Records from a data collection
= = =

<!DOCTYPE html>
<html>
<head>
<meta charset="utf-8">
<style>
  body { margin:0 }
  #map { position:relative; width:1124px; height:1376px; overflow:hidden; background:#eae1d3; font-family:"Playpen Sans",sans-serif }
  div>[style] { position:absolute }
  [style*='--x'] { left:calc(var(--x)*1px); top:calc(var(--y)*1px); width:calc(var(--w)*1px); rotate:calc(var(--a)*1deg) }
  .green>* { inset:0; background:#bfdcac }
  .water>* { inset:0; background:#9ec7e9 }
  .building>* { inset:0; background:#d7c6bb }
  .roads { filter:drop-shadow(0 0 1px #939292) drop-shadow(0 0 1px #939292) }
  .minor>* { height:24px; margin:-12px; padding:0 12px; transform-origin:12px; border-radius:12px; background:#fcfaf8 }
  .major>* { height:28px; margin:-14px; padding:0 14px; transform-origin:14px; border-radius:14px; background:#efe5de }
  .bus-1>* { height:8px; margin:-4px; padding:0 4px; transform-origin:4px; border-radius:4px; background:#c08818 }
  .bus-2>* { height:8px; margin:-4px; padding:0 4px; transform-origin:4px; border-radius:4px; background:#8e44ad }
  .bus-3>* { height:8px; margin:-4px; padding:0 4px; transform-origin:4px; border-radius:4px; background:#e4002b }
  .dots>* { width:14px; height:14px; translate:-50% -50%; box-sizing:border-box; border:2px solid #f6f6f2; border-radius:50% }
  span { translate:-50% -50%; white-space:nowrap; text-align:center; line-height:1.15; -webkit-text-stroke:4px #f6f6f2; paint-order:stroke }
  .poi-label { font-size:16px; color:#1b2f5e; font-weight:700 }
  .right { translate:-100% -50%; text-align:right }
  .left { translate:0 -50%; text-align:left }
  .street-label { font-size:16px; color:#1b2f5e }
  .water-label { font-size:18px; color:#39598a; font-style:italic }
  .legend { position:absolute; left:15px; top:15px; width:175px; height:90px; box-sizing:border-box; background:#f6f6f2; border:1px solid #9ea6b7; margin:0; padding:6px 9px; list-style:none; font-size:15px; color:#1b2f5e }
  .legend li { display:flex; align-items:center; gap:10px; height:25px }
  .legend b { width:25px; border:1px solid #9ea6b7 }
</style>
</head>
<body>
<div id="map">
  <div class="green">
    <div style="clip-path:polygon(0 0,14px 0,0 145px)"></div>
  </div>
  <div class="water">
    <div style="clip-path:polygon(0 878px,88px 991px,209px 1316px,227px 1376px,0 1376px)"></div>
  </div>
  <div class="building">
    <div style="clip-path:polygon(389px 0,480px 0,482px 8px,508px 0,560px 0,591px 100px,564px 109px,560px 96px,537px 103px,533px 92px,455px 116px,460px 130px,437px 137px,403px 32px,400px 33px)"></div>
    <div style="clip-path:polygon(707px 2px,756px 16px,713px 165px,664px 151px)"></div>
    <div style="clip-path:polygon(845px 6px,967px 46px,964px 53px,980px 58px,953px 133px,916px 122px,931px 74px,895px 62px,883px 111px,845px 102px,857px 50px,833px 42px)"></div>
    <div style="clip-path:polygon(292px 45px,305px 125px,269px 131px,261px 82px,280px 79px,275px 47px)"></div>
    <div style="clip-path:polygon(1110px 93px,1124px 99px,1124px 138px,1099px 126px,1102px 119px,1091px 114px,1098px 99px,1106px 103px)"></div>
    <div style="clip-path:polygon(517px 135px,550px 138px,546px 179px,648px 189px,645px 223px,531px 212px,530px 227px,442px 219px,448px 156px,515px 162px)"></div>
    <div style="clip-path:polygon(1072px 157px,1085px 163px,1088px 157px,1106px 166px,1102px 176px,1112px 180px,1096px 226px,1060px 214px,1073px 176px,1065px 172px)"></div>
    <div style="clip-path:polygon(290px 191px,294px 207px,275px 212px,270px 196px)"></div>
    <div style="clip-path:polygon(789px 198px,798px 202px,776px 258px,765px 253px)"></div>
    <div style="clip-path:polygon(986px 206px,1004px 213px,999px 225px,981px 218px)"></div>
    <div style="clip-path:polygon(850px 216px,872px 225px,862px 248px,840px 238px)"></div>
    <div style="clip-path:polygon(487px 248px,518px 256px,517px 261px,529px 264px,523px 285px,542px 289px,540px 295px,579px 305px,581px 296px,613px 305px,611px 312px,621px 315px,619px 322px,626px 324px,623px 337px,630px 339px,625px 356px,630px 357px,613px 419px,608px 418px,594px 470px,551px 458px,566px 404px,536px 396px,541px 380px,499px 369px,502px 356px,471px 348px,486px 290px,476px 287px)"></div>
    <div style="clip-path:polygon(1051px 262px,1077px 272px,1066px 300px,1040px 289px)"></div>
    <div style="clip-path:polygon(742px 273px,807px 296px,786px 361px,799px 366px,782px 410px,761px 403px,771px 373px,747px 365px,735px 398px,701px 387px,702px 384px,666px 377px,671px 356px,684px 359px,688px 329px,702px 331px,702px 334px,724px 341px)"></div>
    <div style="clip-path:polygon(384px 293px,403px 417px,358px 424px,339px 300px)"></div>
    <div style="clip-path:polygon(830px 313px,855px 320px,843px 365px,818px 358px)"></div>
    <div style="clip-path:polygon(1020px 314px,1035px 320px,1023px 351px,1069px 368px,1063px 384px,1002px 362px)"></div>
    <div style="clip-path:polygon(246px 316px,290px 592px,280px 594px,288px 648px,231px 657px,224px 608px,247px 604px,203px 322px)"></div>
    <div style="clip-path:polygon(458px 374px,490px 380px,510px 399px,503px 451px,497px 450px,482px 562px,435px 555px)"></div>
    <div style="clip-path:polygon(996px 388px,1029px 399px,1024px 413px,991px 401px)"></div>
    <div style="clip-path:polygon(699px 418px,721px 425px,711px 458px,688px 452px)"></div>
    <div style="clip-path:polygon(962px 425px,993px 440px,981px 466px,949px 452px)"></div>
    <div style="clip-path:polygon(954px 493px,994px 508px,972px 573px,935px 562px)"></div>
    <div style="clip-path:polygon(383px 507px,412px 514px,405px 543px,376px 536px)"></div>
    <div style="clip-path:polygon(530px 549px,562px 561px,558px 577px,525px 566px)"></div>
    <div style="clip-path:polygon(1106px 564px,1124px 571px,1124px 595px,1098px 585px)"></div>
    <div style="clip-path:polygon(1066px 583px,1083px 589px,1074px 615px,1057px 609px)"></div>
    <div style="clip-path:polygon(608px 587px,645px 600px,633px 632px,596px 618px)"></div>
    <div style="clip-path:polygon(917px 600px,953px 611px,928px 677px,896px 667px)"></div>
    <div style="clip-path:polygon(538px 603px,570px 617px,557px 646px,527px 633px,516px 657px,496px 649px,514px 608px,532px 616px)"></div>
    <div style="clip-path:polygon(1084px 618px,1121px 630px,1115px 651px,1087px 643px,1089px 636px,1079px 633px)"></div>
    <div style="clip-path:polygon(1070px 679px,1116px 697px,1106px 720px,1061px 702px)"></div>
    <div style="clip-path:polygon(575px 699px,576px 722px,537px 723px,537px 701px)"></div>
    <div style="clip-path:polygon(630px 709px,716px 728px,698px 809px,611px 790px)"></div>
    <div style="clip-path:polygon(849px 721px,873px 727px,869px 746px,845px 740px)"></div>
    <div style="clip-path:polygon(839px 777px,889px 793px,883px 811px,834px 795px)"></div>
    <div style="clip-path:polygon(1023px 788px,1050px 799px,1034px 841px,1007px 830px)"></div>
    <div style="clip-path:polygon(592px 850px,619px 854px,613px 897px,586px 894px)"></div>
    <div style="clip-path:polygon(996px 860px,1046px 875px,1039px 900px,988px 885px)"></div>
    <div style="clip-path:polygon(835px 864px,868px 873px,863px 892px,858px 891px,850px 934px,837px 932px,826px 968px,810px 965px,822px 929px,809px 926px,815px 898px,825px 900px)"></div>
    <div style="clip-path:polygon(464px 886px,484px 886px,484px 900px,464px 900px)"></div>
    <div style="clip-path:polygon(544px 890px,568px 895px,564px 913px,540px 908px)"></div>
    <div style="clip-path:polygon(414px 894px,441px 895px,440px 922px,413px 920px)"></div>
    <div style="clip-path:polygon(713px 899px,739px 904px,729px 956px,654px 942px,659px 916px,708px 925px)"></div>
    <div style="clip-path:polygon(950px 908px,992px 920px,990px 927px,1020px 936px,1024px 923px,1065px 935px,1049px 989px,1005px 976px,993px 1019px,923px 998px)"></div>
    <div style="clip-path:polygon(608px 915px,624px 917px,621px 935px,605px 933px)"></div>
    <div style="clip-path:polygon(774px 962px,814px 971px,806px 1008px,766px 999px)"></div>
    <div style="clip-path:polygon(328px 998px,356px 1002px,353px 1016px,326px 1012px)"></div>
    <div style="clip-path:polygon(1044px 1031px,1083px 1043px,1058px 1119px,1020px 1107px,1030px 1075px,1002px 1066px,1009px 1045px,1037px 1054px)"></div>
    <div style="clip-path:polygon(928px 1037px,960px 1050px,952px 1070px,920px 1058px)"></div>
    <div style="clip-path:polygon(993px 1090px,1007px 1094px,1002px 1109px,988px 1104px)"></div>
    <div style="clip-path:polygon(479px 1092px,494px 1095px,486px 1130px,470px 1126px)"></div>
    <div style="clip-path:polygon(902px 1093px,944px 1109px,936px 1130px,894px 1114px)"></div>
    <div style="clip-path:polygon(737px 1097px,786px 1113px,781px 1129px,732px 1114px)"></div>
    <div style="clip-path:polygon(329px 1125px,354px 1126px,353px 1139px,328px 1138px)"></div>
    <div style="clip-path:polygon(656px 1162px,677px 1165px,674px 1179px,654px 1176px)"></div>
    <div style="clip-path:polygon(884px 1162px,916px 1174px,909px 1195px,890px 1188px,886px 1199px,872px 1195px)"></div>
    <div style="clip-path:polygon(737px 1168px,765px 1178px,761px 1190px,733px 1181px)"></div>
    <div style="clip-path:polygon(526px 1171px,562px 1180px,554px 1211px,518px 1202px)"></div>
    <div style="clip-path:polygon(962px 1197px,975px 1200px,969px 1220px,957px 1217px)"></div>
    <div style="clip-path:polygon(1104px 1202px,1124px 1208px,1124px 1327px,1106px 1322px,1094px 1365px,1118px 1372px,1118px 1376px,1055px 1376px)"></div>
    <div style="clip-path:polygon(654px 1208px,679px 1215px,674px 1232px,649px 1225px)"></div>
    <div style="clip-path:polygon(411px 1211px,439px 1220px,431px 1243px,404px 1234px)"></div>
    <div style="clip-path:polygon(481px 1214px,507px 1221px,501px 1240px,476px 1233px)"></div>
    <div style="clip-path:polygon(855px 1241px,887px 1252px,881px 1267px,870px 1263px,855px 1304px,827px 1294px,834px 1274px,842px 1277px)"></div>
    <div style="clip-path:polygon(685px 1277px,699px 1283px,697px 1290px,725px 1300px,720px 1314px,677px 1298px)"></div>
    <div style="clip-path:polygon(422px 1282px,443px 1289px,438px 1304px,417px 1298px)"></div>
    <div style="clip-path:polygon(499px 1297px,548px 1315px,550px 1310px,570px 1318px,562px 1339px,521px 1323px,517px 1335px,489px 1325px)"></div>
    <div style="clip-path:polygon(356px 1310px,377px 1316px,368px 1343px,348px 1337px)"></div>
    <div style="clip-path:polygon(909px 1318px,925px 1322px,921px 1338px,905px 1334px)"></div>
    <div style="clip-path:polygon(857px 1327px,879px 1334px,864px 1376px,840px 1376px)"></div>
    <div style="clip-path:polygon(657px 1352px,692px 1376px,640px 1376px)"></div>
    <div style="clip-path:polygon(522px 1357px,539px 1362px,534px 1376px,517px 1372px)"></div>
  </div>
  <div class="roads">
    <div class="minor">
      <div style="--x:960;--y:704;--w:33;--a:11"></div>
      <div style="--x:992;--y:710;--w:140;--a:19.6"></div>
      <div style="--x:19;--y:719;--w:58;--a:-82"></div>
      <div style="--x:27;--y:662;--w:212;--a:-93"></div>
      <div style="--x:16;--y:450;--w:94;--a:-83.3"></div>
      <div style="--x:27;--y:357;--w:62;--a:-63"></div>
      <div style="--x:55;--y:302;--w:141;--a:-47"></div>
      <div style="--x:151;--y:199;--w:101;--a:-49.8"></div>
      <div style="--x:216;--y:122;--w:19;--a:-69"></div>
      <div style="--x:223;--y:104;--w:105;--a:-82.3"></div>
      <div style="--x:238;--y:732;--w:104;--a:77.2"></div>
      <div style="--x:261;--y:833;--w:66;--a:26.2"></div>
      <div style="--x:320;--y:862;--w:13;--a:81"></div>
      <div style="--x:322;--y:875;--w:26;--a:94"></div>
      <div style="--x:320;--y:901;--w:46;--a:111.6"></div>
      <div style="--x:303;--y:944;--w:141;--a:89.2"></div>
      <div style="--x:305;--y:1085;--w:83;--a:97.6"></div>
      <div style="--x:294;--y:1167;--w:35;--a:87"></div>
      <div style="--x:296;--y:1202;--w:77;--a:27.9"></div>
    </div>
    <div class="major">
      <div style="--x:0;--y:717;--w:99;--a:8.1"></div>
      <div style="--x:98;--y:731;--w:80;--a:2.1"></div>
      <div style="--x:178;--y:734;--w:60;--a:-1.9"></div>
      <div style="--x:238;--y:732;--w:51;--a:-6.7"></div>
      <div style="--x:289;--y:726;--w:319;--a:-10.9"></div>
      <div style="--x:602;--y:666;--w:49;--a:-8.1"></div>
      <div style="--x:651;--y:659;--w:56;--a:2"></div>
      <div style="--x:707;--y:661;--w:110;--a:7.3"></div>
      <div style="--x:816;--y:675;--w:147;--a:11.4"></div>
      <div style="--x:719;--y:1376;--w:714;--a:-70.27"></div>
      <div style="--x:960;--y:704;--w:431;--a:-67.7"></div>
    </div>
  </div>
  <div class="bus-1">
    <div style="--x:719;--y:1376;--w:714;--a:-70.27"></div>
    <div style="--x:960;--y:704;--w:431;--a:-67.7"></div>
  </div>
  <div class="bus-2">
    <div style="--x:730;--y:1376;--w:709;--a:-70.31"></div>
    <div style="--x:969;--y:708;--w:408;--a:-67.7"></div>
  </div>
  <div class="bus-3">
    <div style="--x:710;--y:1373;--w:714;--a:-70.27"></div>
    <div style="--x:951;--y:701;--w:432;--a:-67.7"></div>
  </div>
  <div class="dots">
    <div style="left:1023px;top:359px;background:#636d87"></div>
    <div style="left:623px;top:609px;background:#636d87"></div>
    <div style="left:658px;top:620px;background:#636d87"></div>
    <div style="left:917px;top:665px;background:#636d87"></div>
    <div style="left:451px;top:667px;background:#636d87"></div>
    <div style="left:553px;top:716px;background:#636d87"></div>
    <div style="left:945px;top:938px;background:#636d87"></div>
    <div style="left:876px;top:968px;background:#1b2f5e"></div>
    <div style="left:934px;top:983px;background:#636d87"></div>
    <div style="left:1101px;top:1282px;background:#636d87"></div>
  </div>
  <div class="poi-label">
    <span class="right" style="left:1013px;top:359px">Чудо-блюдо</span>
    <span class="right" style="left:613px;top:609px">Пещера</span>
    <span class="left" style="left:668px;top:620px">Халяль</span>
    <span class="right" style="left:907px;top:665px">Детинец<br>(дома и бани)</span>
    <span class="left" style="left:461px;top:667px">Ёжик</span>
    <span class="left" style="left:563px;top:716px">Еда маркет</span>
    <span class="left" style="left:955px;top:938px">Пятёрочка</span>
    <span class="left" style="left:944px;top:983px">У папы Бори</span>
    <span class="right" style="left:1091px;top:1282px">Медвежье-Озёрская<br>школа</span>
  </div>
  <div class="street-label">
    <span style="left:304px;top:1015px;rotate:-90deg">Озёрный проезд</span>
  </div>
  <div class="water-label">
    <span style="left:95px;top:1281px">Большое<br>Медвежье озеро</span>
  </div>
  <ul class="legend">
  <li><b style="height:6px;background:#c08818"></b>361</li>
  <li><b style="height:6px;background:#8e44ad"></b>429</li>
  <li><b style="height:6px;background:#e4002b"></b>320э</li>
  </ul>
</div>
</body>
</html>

= = =

## PROBLEM REQUIREMENTS
Above are some lines. Repeat exactly, and only, those from the line that has "position:relative; width:1124px; height:1376px;" through the line that has "filter:drop-shadow(0 0 1px".

## PROBLEM SOLUTION
  #map { position:relative; width:1124px; height:1376px; overflow:hidden; background:#eae1d3; font-family:"Playpen Sans",sans-serif }
  div>[style] { position:absolute }
  [style*='--x'] { left:calc(var(--x)*1px); top:calc(var(--y)*1px); width:calc(var(--w)*1px); rotate:calc(var(--a)*1deg) }
  .green>* { inset:0; background:#bfdcac }
  .water>* { inset:0; background:#9ec7e9 }
  .building>* { inset:0; background:#d7c6bb }
  .roads { filter:drop-shadow(0 0 1px #939292) drop-shadow(0 0 1px #939292) }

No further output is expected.